1. The classification of wrist fractures, using a variation of classification systems, has been shown to have a poor inter-observer and intra-observer agreement.2 A recent study performed in our department on reliability of classification systems for distal radius fractures has confirmed this, even with digital imaging. How many observers, with what level of training and experience, reviewed the radiographs and what was the inter-observer and intra-observer agreement?

2. For a study considering the long-term morbidity relating to a distal radius fracture, was any general health status evaluation made, for example using the SF-12 or SF-36?3,4

3. As mentioned in the methods section, no original radiographs were used and the study used the latest follow-up radiographs to classify fractures into intra- or extra- articular.

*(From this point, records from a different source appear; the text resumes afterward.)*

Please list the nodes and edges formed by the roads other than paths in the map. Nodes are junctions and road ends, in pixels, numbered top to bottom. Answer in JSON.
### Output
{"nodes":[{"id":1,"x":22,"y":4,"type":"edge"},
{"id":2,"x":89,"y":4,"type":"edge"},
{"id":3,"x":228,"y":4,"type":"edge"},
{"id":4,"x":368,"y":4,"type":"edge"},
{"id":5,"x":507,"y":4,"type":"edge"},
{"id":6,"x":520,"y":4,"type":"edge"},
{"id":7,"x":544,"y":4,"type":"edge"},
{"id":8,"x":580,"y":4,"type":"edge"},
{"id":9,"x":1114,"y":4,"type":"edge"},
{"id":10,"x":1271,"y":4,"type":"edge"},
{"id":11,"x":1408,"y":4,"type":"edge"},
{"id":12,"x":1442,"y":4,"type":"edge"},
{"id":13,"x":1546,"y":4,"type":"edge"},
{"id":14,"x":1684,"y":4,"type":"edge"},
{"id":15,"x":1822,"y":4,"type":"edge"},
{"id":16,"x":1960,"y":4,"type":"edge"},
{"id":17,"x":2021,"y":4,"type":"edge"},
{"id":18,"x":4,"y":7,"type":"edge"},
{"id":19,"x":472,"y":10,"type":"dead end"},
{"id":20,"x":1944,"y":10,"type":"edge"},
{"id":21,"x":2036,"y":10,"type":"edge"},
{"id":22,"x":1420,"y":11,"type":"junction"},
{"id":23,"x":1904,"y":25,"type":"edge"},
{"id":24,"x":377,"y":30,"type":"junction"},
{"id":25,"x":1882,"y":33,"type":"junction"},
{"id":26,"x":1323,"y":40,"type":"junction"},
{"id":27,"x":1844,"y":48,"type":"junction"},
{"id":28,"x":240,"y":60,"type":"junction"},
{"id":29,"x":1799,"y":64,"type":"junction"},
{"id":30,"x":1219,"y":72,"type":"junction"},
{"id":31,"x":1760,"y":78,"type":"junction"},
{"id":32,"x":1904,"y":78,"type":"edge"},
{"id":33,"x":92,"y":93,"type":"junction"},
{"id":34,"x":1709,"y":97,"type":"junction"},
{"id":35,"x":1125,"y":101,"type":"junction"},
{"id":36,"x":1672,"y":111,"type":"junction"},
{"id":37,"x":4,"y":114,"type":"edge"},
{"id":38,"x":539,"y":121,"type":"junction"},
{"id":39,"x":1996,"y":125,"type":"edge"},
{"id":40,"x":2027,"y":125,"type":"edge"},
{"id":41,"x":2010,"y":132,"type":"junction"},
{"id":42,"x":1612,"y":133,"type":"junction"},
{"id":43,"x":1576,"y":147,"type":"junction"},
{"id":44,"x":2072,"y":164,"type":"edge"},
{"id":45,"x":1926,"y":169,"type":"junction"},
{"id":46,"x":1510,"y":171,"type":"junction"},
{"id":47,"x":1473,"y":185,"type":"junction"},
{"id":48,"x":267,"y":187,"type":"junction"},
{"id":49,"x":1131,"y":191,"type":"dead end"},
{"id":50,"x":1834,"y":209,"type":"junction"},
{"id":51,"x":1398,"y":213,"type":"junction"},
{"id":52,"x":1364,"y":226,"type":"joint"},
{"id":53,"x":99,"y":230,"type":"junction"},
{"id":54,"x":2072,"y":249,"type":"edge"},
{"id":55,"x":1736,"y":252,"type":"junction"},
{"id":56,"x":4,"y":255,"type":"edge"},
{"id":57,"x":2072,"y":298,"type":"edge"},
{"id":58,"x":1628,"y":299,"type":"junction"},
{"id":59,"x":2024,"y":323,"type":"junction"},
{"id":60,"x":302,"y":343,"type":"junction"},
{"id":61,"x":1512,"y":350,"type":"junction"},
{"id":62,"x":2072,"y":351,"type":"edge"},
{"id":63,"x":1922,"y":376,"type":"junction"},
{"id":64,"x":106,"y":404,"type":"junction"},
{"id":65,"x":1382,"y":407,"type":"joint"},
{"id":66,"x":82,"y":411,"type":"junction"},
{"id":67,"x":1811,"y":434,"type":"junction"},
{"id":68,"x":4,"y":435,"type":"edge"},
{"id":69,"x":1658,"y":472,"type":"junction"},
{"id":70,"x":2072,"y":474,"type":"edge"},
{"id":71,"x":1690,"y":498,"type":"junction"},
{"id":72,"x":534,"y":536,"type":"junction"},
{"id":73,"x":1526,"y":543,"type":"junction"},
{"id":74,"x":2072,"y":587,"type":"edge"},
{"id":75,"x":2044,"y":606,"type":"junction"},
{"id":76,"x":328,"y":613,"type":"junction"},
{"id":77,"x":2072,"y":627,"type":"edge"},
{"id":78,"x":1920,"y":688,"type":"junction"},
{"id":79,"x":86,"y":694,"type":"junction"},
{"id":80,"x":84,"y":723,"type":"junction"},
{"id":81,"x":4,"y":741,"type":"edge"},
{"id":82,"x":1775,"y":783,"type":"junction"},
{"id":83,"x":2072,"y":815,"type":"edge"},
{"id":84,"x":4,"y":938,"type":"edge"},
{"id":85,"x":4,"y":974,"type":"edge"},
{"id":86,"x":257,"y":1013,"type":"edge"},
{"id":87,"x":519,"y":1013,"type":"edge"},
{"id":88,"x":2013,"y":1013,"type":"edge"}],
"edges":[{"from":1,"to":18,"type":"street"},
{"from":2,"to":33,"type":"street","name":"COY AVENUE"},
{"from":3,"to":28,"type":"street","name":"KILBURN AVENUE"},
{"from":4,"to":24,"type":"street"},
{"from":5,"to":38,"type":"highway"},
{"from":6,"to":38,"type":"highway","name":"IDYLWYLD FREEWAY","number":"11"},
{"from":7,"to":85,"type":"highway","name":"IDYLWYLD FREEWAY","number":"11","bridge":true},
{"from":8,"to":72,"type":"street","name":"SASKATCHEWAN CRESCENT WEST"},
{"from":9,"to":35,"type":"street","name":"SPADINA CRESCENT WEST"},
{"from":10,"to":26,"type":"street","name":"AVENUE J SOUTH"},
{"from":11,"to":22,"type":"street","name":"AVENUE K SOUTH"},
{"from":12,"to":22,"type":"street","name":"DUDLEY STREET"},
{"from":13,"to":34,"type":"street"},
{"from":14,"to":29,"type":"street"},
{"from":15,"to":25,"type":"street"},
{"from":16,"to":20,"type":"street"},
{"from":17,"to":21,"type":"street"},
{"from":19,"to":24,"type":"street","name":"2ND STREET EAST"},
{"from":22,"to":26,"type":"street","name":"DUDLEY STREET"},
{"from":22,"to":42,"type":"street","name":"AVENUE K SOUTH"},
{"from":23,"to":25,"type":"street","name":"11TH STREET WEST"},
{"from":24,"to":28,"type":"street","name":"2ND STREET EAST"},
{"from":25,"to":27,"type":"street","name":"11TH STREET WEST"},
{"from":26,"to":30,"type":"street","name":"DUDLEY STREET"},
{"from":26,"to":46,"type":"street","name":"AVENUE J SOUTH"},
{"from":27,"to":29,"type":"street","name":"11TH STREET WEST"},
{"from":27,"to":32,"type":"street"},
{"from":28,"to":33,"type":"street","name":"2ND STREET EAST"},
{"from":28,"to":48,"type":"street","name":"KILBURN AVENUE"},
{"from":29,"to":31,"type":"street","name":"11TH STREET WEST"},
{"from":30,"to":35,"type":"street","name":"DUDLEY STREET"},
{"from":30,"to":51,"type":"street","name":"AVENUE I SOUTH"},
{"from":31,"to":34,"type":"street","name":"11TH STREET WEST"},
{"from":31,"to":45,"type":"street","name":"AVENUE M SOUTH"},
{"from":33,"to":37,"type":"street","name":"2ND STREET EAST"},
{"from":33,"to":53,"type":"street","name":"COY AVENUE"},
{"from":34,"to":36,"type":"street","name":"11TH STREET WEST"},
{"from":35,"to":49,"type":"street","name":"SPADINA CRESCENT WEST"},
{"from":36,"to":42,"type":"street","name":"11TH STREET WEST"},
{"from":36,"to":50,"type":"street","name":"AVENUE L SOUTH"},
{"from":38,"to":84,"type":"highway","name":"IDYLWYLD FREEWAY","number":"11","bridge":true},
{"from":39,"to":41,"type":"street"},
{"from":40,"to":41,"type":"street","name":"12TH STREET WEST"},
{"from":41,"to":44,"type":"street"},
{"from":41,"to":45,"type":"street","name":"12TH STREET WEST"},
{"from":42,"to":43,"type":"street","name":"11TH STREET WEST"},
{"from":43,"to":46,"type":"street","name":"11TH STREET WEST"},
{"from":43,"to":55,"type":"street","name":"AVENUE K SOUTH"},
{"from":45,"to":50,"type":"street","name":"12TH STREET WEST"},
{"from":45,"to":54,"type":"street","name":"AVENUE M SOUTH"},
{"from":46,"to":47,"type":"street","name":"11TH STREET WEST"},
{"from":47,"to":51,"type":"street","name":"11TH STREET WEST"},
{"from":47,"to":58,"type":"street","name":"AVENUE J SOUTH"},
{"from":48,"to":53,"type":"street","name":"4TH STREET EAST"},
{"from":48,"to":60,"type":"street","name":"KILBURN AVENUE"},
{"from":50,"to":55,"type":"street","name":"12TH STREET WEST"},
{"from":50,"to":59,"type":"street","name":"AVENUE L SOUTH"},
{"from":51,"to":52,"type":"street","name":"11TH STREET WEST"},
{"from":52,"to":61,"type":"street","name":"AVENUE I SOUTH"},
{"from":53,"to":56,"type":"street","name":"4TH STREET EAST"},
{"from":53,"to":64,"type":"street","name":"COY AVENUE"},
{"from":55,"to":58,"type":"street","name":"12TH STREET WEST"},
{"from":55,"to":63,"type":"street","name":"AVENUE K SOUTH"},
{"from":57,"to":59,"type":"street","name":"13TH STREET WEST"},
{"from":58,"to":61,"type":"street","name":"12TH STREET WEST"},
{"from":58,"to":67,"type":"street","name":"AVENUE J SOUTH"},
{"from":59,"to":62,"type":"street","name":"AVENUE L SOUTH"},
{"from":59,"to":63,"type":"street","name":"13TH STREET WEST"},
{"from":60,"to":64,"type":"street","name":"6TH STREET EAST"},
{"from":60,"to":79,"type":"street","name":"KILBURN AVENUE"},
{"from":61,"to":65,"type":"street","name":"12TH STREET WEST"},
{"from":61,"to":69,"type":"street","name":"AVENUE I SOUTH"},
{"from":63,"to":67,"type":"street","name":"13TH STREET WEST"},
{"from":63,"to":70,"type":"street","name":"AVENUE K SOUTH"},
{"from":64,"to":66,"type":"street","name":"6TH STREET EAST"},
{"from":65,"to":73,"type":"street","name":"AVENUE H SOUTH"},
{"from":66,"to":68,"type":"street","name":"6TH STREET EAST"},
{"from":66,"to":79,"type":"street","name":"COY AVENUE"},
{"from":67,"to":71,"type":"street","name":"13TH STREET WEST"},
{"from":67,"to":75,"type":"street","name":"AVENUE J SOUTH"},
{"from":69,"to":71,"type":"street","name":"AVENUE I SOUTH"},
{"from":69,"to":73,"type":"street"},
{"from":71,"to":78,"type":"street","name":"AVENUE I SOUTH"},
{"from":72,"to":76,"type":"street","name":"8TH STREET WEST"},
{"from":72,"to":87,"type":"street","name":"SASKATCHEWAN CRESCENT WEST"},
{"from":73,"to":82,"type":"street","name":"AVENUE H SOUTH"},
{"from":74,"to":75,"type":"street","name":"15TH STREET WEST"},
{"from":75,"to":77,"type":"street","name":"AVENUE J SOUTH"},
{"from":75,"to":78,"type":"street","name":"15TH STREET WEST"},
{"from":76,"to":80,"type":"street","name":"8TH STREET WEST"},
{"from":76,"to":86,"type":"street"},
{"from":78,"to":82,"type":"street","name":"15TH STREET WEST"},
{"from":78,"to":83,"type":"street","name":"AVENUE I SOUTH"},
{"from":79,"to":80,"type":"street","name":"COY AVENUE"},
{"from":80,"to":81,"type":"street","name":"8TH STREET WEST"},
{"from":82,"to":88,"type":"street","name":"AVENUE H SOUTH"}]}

This may be a misleading classification of the original injury since there are numerous confounding factors (i.e. original fracture comminution, amount of dorsal tilt, carpal malalignment5 and loss of radial height), all of which independently predict functional outcome,6 that are not considered.

4. Do the authors have any information on how long each patient was immobilised following the fracture and how long it took for them to return to work?

5. Was there any significant difference in grip strength and function for fractures with a volar angulated malunion compared with dorsal angulated malunions?

6. As a result of this study, do the authors in their practice accept a greater degree of “non-perfect” anatomical reduction when treating distal radius fractures conservatively or operatively?

B.A. Rogers,
Specialist Registrar,
J. Phadnis,
St Peter's Hospital,
Chertsey, UK.

1. Forward DP, Davis TRC, Sithole JS. Do young patients with malunited fractures of the distal radius inevitably develop symptomatic post-traumatic osteoarthritis? J Bone Joint Surg [Br] 2008;90-B:629-37.
2. Andersen DJ, Blair WF, Steyers CM Jr, et al. Classification of distal radius fractures: an analysis of interobserver reliability and intraobserver reproducibility. J Hand Surg[Am] 1996;21:574-82.
3. Garratt AM, Ruta DA, Abdalla MI, Buckingham JK, Russell IT. The SF36 health survey questionnaire: an outcome measure suitable for routine use within the NHS? BMJ 1993;306:1440-4.
4. Jenkinson C, Coulter A, Wright L. Short form 36 (SF36) health survey questionnaire: normative data for adults of working age. BMJ 1993;306:1437-40.
5. Batra S, Debnath U, Kanvinde R. Can carpal malalignment predict early and late instability in nonoperatively managed distal radius fractures? Int Orthop 2007 [Epub].
6. Leone J, Bhandari M, Adili A, et al. Predictors of early and late instability following conservative treatment of extra-articular distal radius fractures. Arch Orthop Trauma Surg 2004;124:38-41.